PROBLEM TO SOLVE —
A verbatim reproduction of the lines below, from the line containing "pinky dip: (1016, 762)" through the line containing "index dip: (1073, 715)", both ends included, is the whole required output.

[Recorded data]
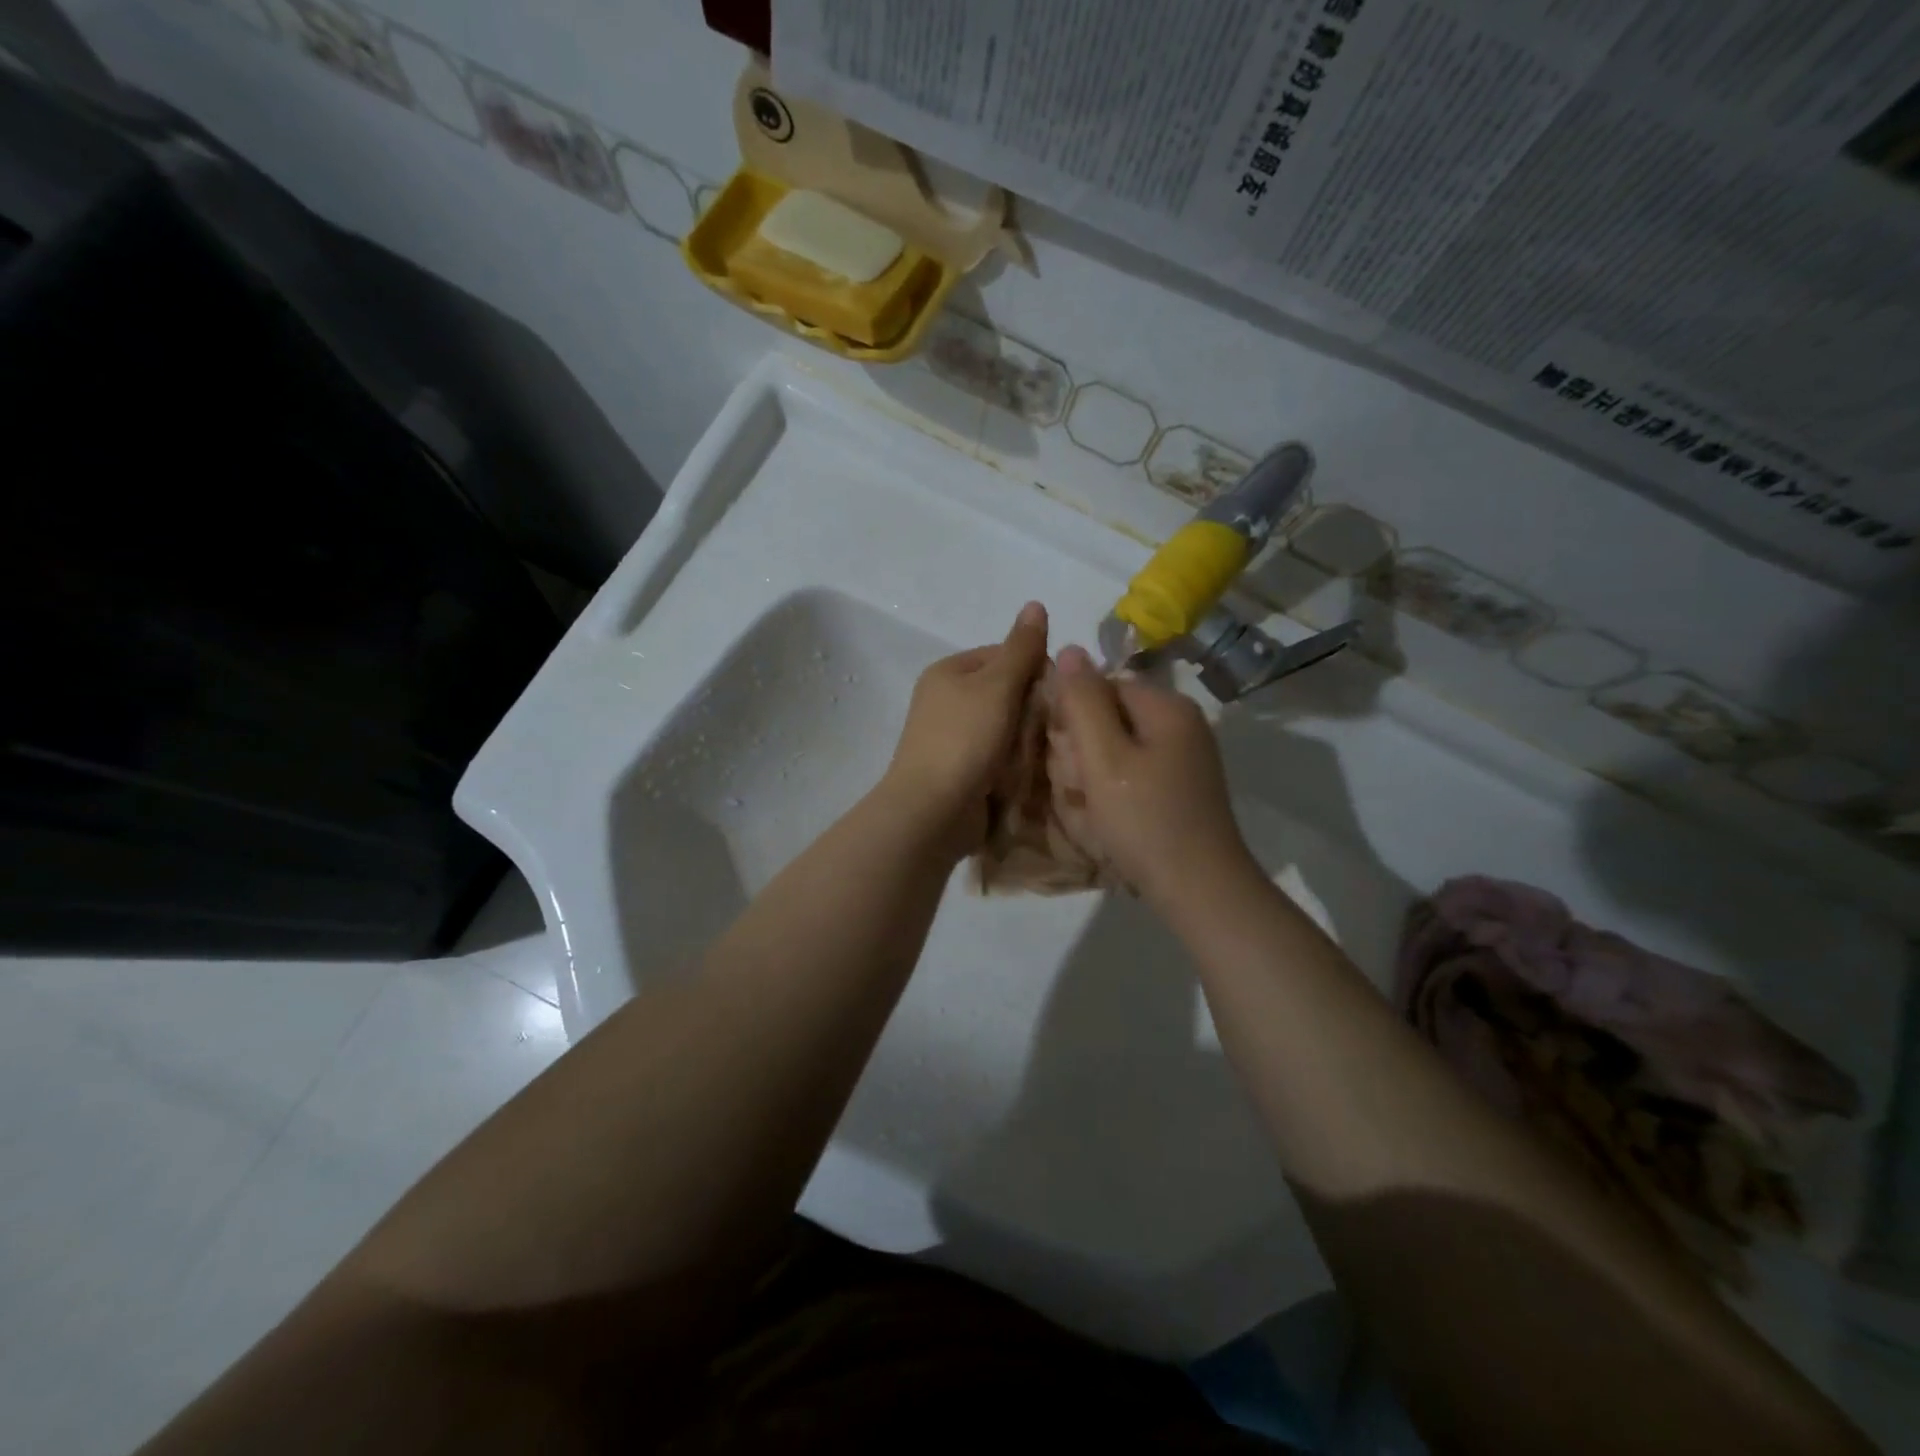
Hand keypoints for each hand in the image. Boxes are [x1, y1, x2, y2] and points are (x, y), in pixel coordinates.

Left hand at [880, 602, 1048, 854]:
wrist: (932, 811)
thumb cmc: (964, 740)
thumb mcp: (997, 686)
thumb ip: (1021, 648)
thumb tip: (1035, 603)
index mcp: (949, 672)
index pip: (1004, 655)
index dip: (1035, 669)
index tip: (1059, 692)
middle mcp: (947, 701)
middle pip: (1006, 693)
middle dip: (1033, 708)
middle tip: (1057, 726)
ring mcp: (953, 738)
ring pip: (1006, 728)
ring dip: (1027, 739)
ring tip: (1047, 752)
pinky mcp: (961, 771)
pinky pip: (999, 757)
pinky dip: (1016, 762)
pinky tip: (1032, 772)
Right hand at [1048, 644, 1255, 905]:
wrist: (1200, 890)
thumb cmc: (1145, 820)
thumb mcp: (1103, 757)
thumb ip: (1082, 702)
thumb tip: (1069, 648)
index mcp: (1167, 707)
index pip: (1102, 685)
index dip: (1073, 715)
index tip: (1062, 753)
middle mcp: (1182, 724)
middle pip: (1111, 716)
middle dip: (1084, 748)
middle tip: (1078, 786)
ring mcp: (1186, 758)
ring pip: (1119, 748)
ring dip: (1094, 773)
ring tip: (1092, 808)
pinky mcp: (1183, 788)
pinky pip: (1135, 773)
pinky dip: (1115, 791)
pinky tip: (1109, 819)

RESULT BELOW —
pinky dip: (1016, 762)
pinky tip: (1032, 772)
Right hand at [1048, 644, 1255, 905]:
wrist: (1200, 890)
thumb cmc: (1145, 820)
thumb mcp: (1103, 757)
thumb ip: (1082, 702)
thumb tip: (1069, 648)
index mcp: (1167, 707)
index pip: (1102, 685)
index dip: (1073, 715)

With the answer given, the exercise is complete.